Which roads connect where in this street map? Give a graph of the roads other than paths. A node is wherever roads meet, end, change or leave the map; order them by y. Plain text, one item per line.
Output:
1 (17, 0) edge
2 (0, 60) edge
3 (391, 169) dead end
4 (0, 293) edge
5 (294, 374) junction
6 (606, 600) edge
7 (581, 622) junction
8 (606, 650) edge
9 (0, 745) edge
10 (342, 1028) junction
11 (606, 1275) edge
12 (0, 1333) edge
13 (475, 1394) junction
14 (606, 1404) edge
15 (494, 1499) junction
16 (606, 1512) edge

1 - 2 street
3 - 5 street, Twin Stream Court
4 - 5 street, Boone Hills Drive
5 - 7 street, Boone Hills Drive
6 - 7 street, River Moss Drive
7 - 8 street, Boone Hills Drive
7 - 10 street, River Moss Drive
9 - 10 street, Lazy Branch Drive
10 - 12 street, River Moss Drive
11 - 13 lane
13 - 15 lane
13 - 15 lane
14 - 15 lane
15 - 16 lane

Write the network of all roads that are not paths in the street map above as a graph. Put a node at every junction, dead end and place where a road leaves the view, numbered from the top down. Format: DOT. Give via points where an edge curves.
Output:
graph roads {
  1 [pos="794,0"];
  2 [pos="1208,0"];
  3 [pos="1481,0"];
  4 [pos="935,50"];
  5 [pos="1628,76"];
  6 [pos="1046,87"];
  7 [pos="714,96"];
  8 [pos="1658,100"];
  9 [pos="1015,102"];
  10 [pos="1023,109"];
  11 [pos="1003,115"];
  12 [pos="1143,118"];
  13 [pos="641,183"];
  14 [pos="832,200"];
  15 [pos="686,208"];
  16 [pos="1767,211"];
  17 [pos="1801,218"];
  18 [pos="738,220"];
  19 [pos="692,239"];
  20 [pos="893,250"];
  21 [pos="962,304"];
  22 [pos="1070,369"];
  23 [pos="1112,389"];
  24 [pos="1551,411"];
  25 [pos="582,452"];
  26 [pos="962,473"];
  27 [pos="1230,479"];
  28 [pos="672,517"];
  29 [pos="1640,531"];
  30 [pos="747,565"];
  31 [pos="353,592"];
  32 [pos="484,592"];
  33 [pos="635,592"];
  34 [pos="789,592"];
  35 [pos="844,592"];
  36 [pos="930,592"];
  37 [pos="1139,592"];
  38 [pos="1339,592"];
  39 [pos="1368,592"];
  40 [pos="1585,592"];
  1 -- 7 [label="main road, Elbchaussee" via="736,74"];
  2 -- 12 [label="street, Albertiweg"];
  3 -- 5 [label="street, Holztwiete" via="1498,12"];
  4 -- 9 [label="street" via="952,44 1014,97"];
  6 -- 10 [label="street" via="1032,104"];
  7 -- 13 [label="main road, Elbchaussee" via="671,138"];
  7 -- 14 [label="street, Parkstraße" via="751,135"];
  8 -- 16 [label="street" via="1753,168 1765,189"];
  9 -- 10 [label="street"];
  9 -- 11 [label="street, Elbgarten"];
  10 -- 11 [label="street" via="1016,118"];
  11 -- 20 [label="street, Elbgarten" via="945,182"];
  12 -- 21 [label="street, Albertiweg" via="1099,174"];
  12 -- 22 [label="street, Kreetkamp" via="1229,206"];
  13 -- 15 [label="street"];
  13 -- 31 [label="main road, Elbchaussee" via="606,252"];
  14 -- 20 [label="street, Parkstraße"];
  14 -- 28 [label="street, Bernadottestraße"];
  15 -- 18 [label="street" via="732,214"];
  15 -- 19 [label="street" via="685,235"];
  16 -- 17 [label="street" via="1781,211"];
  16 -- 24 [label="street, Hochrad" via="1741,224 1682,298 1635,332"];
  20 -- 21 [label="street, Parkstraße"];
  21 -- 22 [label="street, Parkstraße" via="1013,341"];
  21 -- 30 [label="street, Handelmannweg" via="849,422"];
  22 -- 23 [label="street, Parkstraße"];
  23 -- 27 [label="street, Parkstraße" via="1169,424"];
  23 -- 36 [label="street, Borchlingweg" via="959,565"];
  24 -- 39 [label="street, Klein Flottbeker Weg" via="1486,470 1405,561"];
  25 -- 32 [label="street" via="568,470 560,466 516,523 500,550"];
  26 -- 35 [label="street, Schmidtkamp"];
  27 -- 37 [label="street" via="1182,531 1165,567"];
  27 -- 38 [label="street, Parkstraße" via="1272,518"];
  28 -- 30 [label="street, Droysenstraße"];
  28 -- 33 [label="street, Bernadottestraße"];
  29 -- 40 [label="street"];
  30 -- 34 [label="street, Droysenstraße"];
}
········
If a line in the entries above contains "Moss", report it.

[Solved exercise]:
6 - 7 street, River Moss Drive
7 - 10 street, River Moss Drive
10 - 12 street, River Moss Drive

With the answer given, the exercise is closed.